Une étroite trouée entre deux immeubles, petite brèche qui fait osciller la lumière d'un jet cérébrale : dans le cerveau, une étrange ouverture sur un autre monde. Là-bas, on voit des chiens et des enfants qui gambadent, on peut imaginer les parents qui s'octroient du temps libre ; tandis qu'ici, il n'y a qu'une rue déserte et, par travellings cahotants, ce souvenir nébuleux d'un visage oblong, tourné vers moi. Un souvenir qui tente de me transmettre, par ce visage de femme laiteux et sanguin, la Nouvelle Combinaison, le mot de passe d'un disque dur sinistrement verrouillé : de jeunes pousses de réminiscences qui veulent me réconcilier avec quelque chose d'encore trop flou...

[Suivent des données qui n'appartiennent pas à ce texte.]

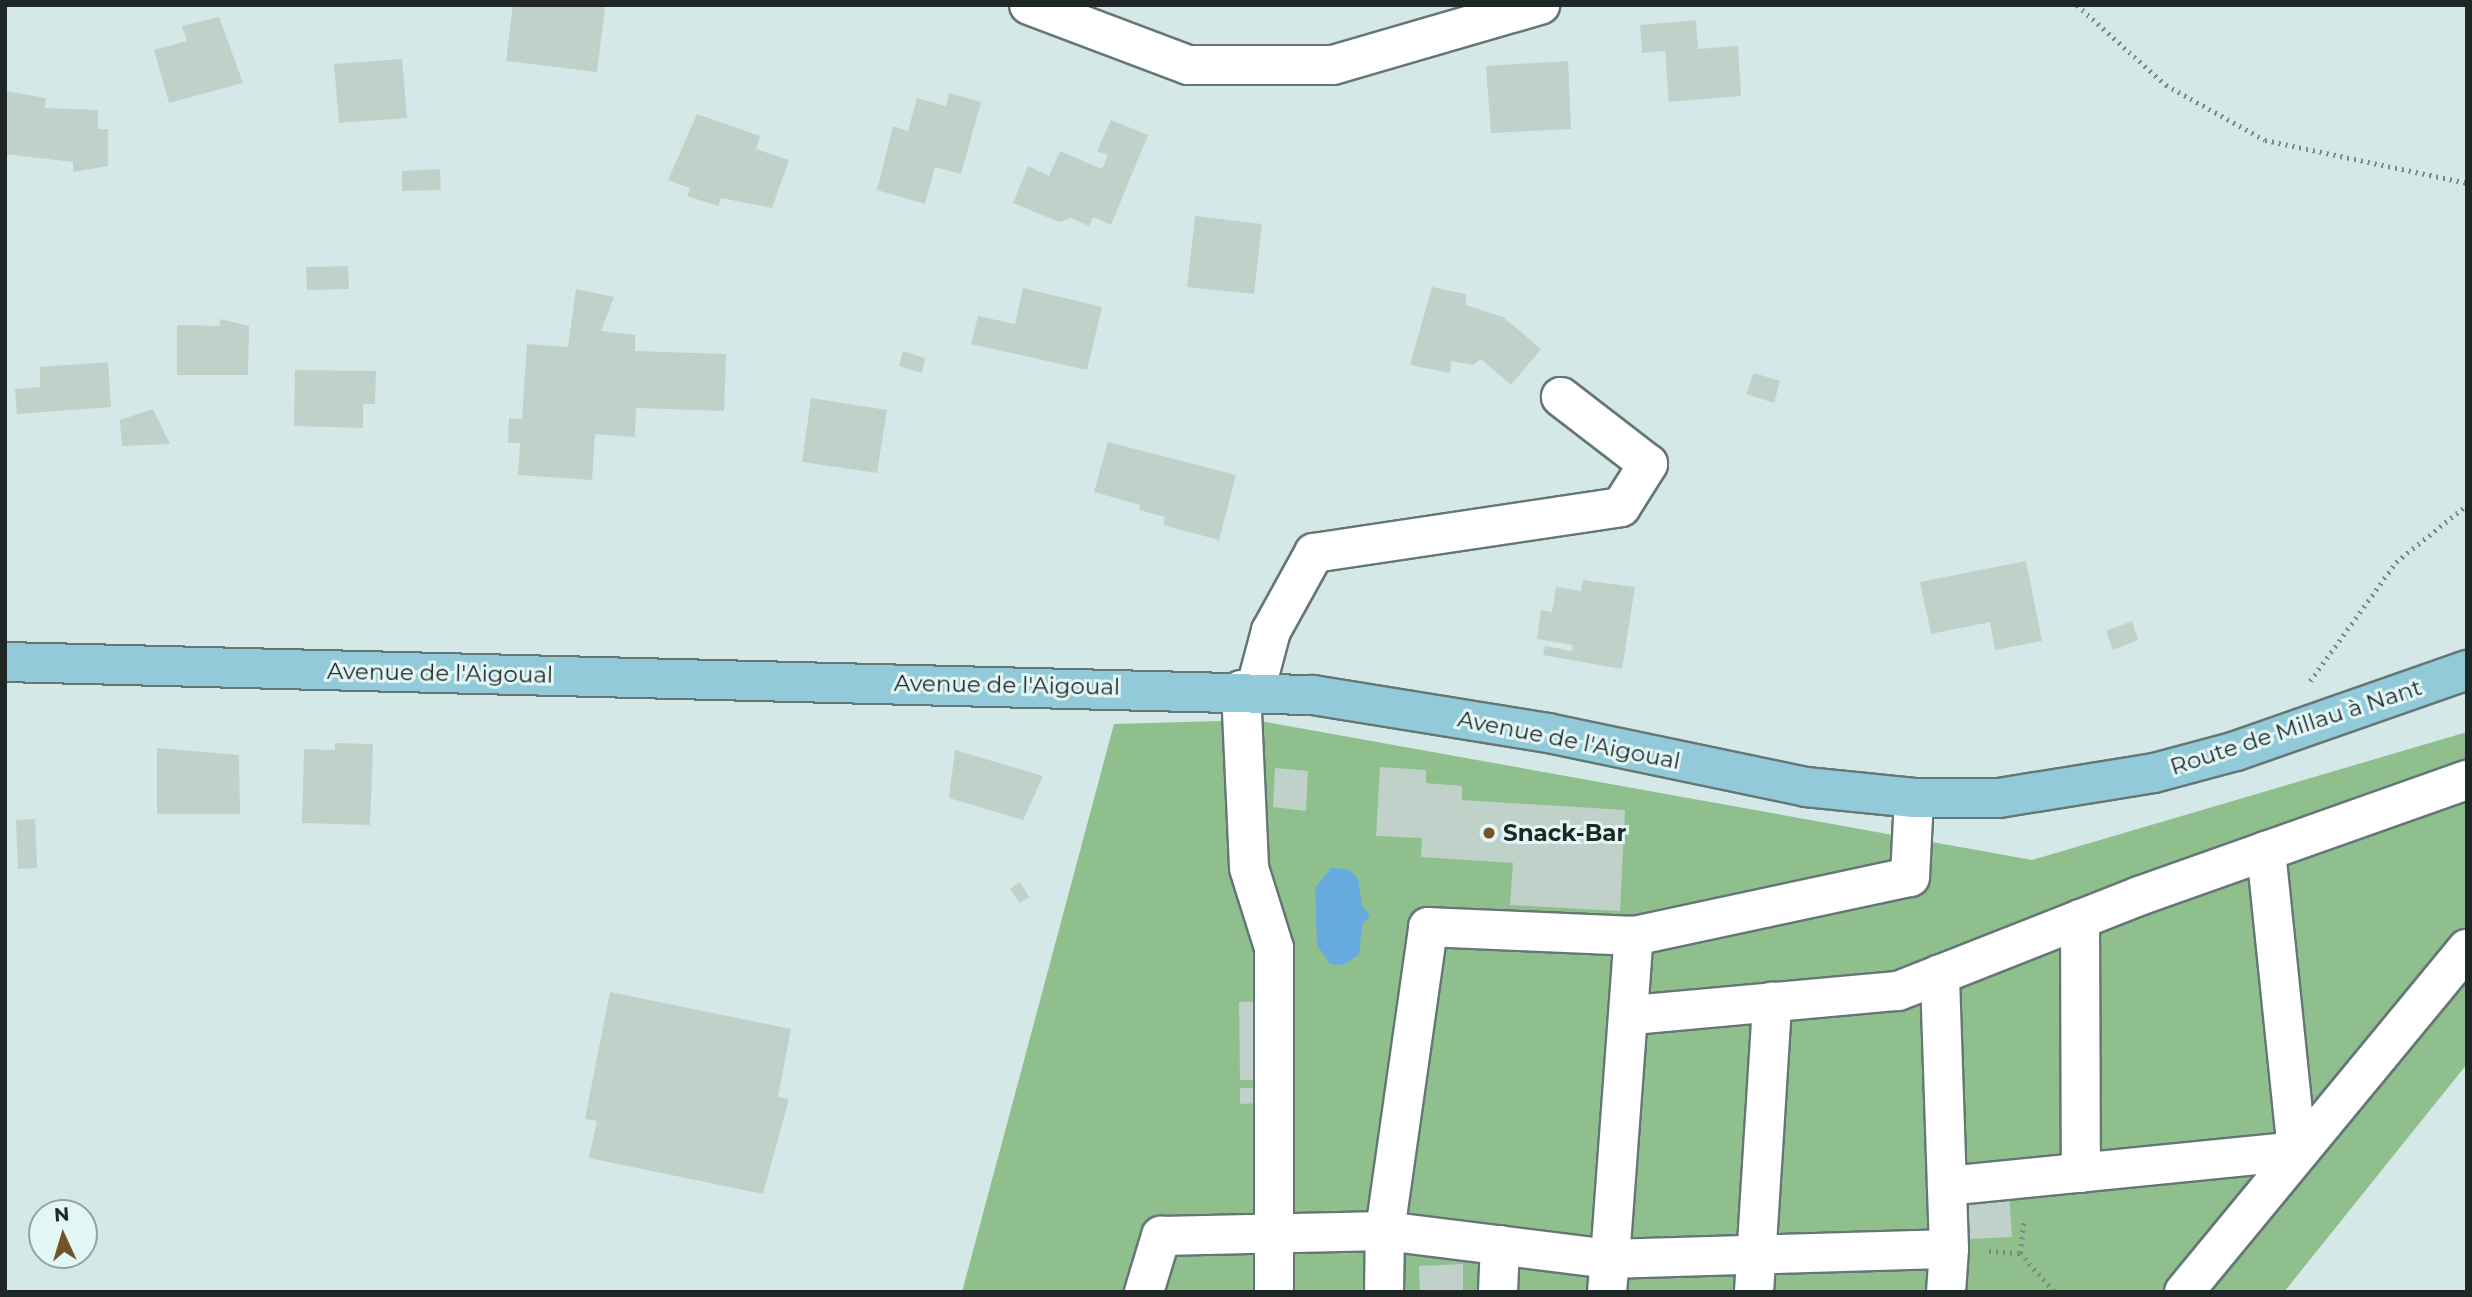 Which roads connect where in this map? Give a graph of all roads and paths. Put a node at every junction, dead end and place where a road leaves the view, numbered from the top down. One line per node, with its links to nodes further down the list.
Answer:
1 (1029, 5): 2 (street)
2 (1540, 5)
3 (2077, 5): 4 (path)
4 (2467, 183)
5 (1561, 397): 10 (street)
6 (2467, 505): 9 (path)
7 (5, 662): 10 (main road, Avenue de l'Aigoual)
8 (2467, 670): 13 (main road, Route de Millau à Nant)
9 (2306, 687)
10 (1248, 691): 12 (main road, Avenue de l'Aigoual); 25 (street)
11 (2467, 780): 14 (street)
12 (1914, 798): 13 (main road, Avenue de l'Aigoual); 16 (street)
13 (1998, 798)
14 (2266, 851): 15 (street); 21 (street)
15 (2080, 919): 18 (street); 22 (street)
16 (1634, 936): 20 (street); 24 (street)
17 (2467, 949): 21 (street)
18 (1941, 974): 19 (street); 23 (street)
19 (1772, 1002): 20 (street); 28 (street)
20 (1632, 1015): 29 (street)
21 (2297, 1151): 22 (street); 36 (street)
22 (2081, 1173): 23 (street)
23 (1947, 1185): 27 (street)
24 (1385, 1231): 25 (street); 26 (street); 32 (street)
25 (1278, 1234): 30 (street); 31 (street)
26 (1500, 1245): 29 (street); 33 (street)
27 (1949, 1249): 28 (street); 34 (street); 35 (path)
28 (1755, 1273): 29 (street)
29 (1609, 1275)
30 (1144, 1292)
31 (1274, 1292)
32 (1384, 1292)
33 (1498, 1292)
34 (1946, 1292)
35 (2055, 1292)
36 (2184, 1292)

Une vieille maison au fond d'un jardin, couverte d'une vigne folle, à sa droite quelques pommiers desséchés, à gauche un enfant isolé (c'est moi) comme un spectre dans le brouillard ; il essaye d'imaginer ce qui lui est arrivé et s'aperçoit qu'il a une image très vive de ce qui s'est passé, certainement son imagination qui dépasse son expérience, comme quelqu'un -sans doute le Navigateur- l'en a prévenu.
C'est dans cet état que je me suis réveillé, le combiné du téléphone mal replacé alors que des impacts de balle avaient étrangement criblé le mur de mon bureau. Générés par des lignes de code incohérentes, tous les jours de ma vie commencent ainsi : une collection de fragments binaire tombant comme de la neige et perçant par sa seule opacité, une séquence d'images cryptées douloureusement précises dont la durée varie d'une courte nuit à une infinité de millénaires décuplés. On ne peut les inventer ou les choisir. Elles sont l'oeuvre de quelqu'un d'autre, elles encombrent les rayonnages d'une trop vaste bibliothèque, et quand elles émergent, elles se transforment en taches dénuées de sens, en genèse cafardeuse d'un texte toujours à réécrire, et je me souviens alors de cet enfant traumatisé qui a donné naissance à l'adulte que je suis. Pourtant, on ne peut les effacer, malgré cette volonté d'oublier leur expression troublante, souvent négative et macabre.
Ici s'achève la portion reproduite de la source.